TO DO: Down to the last line, reproduce the data that follows, but skip the pictures.

Dataset entries:
--- START ---

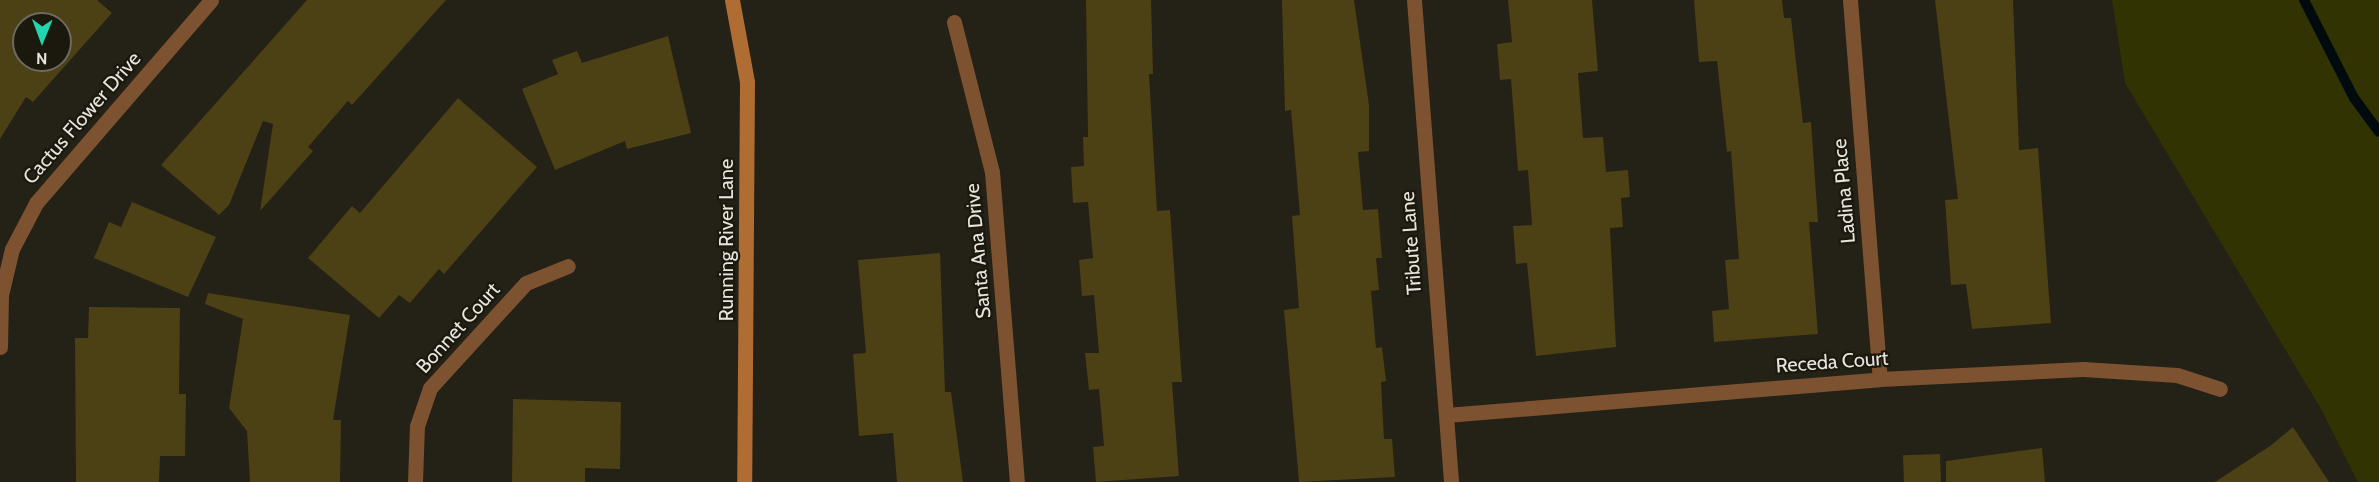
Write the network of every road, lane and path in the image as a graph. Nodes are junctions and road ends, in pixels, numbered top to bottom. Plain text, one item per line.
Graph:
1 (211, 0) edge
2 (732, 0) edge
3 (1414, 0) edge
4 (1850, 0) edge
5 (954, 22) dead end
6 (568, 266) dead end
7 (0, 346) edge
8 (1880, 379) junction
9 (2220, 389) dead end
10 (1446, 415) junction
11 (415, 482) edge
12 (744, 482) edge
13 (1017, 482) edge
14 (1451, 482) edge

1 - 7 street, Cactus Flower Drive
2 - 12 street, Running River Lane
3 - 10 street, Tribute Lane
4 - 8 street, Ladina Place
5 - 13 street, Santa Ana Drive
6 - 11 street, Bonnet Court
8 - 9 street, Receda Court
8 - 10 street, Receda Court
10 - 14 street, Tribute Lane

--- END ---

EXERCISE ANSWER:
Write the network of every road, lane and path in the image as a graph. Nodes are junctions and road ends, in pixels, numbered top to bottom. Plain text, one item per line.
Graph:
1 (211, 0) edge
2 (732, 0) edge
3 (1414, 0) edge
4 (1850, 0) edge
5 (954, 22) dead end
6 (568, 266) dead end
7 (0, 346) edge
8 (1880, 379) junction
9 (2220, 389) dead end
10 (1446, 415) junction
11 (415, 482) edge
12 (744, 482) edge
13 (1017, 482) edge
14 (1451, 482) edge

1 - 7 street, Cactus Flower Drive
2 - 12 street, Running River Lane
3 - 10 street, Tribute Lane
4 - 8 street, Ladina Place
5 - 13 street, Santa Ana Drive
6 - 11 street, Bonnet Court
8 - 9 street, Receda Court
8 - 10 street, Receda Court
10 - 14 street, Tribute Lane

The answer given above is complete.